Can std::chrono's time_point silently overflow?

#include <iostream>
#include <chrono>

int main()
{
  constexpr std::chrono::duration<float> kLastWarningMsgDuration{ 10 };

  // default time point (zero)
  std::chrono::steady_clock::time_point lastWarningMsgTime1;
  // minimum time point (some negative value)
  std::chrono::steady_clock::time_point lastWarningMsgTime2 = std::chrono::steady_clock::time_point::min();
  // current time point
  std::chrono::steady_clock::time_point lastWarningMsgTime3 = std::chrono::steady_clock::now();

  bool result1 = std::chrono::steady_clock::now() - lastWarningMsgTime1 >= kLastWarningMsgDuration;
  bool result2 = std::chrono::steady_clock::now() - lastWarningMsgTime2 >= kLastWarningMsgDuration;
  bool result3 = std::chrono::steady_clock::now() - lastWarningMsgTime3 >= kLastWarningMsgDuration;

  std::cout << result1 << std::endl;  // true, more than 10 seconds
  std::cout << result2 << std::endl;  // false ???
  std::cout << result3 << std::endl;  // false, less than 10 seconds
}

I didn't dive too deep into this but I guess the problem is that the second result overflows over what the poor 32-bit float can hold. I could live with this discovery however there's one thing which got stuck in my head and it is this presentantion's bold statement:

If you make a reasonable change that doesn't involve explicit type conversion syntax (and it compiles), you can have confidence that you have not introduced a bug.
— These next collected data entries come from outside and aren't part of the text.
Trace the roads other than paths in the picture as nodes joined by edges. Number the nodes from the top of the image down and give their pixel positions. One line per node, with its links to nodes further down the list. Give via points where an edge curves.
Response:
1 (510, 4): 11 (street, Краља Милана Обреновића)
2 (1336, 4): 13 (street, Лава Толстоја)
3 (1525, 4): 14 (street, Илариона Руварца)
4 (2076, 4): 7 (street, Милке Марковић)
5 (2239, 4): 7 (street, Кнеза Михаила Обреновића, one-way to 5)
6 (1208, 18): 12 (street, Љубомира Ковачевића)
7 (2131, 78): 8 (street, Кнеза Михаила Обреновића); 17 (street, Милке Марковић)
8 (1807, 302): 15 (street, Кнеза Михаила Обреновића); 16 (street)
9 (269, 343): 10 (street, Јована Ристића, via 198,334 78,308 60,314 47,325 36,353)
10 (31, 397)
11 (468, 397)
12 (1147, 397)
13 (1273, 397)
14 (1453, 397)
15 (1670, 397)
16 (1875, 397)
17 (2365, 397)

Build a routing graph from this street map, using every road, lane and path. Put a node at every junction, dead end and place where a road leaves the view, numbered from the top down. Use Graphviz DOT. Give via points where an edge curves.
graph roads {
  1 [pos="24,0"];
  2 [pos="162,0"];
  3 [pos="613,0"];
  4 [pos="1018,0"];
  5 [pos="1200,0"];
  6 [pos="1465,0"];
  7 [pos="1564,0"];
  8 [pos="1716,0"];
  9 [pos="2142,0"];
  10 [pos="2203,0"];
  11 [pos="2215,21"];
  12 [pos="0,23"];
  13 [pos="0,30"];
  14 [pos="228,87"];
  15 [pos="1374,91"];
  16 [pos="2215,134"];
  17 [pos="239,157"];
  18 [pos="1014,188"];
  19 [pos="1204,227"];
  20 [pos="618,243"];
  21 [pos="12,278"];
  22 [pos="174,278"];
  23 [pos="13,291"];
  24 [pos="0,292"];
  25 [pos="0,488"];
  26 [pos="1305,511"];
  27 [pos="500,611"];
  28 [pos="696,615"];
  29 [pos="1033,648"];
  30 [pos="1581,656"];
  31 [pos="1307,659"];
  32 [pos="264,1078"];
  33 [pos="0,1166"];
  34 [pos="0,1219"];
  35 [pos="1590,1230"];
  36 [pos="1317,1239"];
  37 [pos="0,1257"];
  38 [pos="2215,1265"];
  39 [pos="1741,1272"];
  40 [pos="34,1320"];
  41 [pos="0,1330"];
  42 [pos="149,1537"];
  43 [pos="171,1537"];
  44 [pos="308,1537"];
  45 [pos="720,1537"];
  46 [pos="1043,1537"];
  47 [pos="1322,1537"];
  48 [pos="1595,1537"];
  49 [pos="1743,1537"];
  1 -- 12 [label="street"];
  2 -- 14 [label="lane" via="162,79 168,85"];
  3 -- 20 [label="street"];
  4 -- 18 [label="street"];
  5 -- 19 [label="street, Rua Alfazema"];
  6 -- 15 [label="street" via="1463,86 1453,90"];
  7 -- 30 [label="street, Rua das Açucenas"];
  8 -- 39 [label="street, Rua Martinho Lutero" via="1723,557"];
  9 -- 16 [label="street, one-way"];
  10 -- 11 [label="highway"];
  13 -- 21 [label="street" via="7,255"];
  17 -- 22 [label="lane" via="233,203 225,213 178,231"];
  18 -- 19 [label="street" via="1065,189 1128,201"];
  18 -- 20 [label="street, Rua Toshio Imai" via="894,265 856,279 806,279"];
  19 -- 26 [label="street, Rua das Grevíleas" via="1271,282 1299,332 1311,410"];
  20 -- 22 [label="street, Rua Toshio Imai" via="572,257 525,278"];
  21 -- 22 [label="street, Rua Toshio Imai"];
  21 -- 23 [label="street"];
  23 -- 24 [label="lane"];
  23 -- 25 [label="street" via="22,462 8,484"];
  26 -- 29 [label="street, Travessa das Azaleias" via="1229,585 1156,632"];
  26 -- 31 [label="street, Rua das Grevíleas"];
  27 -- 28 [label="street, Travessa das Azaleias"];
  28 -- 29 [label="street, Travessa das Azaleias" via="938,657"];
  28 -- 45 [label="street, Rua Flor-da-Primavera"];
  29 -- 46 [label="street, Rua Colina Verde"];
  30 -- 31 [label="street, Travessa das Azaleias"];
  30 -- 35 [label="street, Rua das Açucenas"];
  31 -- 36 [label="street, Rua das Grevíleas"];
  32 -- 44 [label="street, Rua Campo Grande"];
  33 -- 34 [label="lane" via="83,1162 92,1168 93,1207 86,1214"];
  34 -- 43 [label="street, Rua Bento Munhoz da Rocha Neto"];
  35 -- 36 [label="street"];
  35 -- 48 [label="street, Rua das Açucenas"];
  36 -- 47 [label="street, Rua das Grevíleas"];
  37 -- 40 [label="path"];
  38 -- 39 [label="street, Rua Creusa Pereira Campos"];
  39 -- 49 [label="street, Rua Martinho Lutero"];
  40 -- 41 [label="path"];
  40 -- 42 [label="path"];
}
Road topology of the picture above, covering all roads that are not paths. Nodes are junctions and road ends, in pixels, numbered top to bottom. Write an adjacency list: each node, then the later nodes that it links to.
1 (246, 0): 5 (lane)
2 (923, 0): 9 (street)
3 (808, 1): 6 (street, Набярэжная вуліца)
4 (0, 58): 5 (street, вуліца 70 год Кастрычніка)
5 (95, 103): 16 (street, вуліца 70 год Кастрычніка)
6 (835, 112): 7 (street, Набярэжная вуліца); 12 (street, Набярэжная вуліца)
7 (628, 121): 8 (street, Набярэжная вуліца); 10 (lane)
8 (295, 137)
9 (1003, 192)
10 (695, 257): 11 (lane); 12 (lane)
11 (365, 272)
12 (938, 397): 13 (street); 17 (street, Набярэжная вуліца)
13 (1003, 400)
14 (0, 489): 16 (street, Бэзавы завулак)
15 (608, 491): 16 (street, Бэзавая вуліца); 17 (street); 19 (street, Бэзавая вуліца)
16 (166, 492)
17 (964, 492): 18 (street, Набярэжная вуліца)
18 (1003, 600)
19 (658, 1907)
Well, this confidence has been quite shaken for me now. Did I misunderstand what time_point::min() does or that statement is not entirely true?

Solution

  • It's not float that's overflowing (that'd be a very large number), std::chrono::steady_clock::now() - lastWarningMsgTime2 is taking some presumably smallish positive integer and subtracting the maximum sized negative integer. Assuming std::chrono::steady_clock uses int64_t you're essentially doing:

    int64_t lastWarningMsgTime2 = std::numeric_limits<int64_t>::min();
int64_t now = 12345;
int64_t diff = now - lastWarningMsgTime2;

    This obviously overflows, as int64_t is signed this is undefined behaviour (gcc gives a large negative number as the result https://godbolt.org/z/rPYM6oj75).

    Most std::chrono implementations use signed 64-bit values in their durations, even if those durations are nanoseconds that gives you a range of nearly 600 years, therefore in normal usage the statement you've quoted would be correct. In normal usage subtracting two timestamps wouldn't overflow but yes there is no checking for overflows in std::chrono.

    There are obviously still pitfalls, subtracting time_point::min() is one of those pitfalls but I can't see a reason why you'd normally want to do that.